▶ _ASSIGNMENT_: Each line below should be quoted exactly, please.

*** Opening of MATERIAL FOR THE TASK ***

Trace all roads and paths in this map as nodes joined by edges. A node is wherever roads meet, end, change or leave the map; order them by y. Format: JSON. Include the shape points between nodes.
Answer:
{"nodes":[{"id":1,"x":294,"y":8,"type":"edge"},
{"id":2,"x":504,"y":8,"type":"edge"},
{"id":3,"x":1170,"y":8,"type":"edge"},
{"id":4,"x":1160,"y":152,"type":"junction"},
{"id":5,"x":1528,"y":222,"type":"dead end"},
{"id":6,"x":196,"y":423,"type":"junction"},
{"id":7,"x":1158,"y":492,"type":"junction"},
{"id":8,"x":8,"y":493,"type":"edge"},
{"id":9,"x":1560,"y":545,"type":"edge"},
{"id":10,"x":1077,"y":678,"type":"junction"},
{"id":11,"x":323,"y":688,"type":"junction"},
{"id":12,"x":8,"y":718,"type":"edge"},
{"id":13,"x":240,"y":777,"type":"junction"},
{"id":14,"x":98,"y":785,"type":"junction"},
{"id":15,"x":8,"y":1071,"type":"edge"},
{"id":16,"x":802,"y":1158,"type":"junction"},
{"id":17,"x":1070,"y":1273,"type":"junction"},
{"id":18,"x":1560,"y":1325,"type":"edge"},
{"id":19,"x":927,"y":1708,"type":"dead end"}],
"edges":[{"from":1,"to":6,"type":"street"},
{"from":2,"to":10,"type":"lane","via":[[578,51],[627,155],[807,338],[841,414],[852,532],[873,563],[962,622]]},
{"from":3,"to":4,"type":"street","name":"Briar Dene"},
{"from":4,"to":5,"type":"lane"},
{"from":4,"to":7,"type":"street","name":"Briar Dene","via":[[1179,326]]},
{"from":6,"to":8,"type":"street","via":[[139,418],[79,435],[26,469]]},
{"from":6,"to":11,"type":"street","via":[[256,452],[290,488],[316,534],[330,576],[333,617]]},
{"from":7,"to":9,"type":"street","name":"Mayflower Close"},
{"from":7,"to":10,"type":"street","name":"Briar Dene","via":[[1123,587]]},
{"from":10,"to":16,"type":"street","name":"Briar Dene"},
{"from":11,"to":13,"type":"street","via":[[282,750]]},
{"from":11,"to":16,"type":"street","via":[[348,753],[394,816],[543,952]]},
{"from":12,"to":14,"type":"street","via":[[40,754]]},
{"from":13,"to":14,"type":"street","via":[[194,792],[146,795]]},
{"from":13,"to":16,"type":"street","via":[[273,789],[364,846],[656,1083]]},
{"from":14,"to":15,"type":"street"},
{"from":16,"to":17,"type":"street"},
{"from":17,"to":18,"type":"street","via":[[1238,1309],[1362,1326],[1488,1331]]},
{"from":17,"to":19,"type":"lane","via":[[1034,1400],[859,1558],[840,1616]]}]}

*** Close of MATERIAL FOR THE TASK ***

▶ _ANSWER AREA_:
Trace all roads and paths in this map as nodes joined by edges. A node is wherever roads meet, end, change or leave the map; order them by y. Format: JSON. Include the shape points between nodes.
Answer:
{"nodes":[{"id":1,"x":294,"y":8,"type":"edge"},
{"id":2,"x":504,"y":8,"type":"edge"},
{"id":3,"x":1170,"y":8,"type":"edge"},
{"id":4,"x":1160,"y":152,"type":"junction"},
{"id":5,"x":1528,"y":222,"type":"dead end"},
{"id":6,"x":196,"y":423,"type":"junction"},
{"id":7,"x":1158,"y":492,"type":"junction"},
{"id":8,"x":8,"y":493,"type":"edge"},
{"id":9,"x":1560,"y":545,"type":"edge"},
{"id":10,"x":1077,"y":678,"type":"junction"},
{"id":11,"x":323,"y":688,"type":"junction"},
{"id":12,"x":8,"y":718,"type":"edge"},
{"id":13,"x":240,"y":777,"type":"junction"},
{"id":14,"x":98,"y":785,"type":"junction"},
{"id":15,"x":8,"y":1071,"type":"edge"},
{"id":16,"x":802,"y":1158,"type":"junction"},
{"id":17,"x":1070,"y":1273,"type":"junction"},
{"id":18,"x":1560,"y":1325,"type":"edge"},
{"id":19,"x":927,"y":1708,"type":"dead end"}],
"edges":[{"from":1,"to":6,"type":"street"},
{"from":2,"to":10,"type":"lane","via":[[578,51],[627,155],[807,338],[841,414],[852,532],[873,563],[962,622]]},
{"from":3,"to":4,"type":"street","name":"Briar Dene"},
{"from":4,"to":5,"type":"lane"},
{"from":4,"to":7,"type":"street","name":"Briar Dene","via":[[1179,326]]},
{"from":6,"to":8,"type":"street","via":[[139,418],[79,435],[26,469]]},
{"from":6,"to":11,"type":"street","via":[[256,452],[290,488],[316,534],[330,576],[333,617]]},
{"from":7,"to":9,"type":"street","name":"Mayflower Close"},
{"from":7,"to":10,"type":"street","name":"Briar Dene","via":[[1123,587]]},
{"from":10,"to":16,"type":"street","name":"Briar Dene"},
{"from":11,"to":13,"type":"street","via":[[282,750]]},
{"from":11,"to":16,"type":"street","via":[[348,753],[394,816],[543,952]]},
{"from":12,"to":14,"type":"street","via":[[40,754]]},
{"from":13,"to":14,"type":"street","via":[[194,792],[146,795]]},
{"from":13,"to":16,"type":"street","via":[[273,789],[364,846],[656,1083]]},
{"from":14,"to":15,"type":"street"},
{"from":16,"to":17,"type":"street"},
{"from":17,"to":18,"type":"street","via":[[1238,1309],[1362,1326],[1488,1331]]},
{"from":17,"to":19,"type":"lane","via":[[1034,1400],[859,1558],[840,1616]]}]}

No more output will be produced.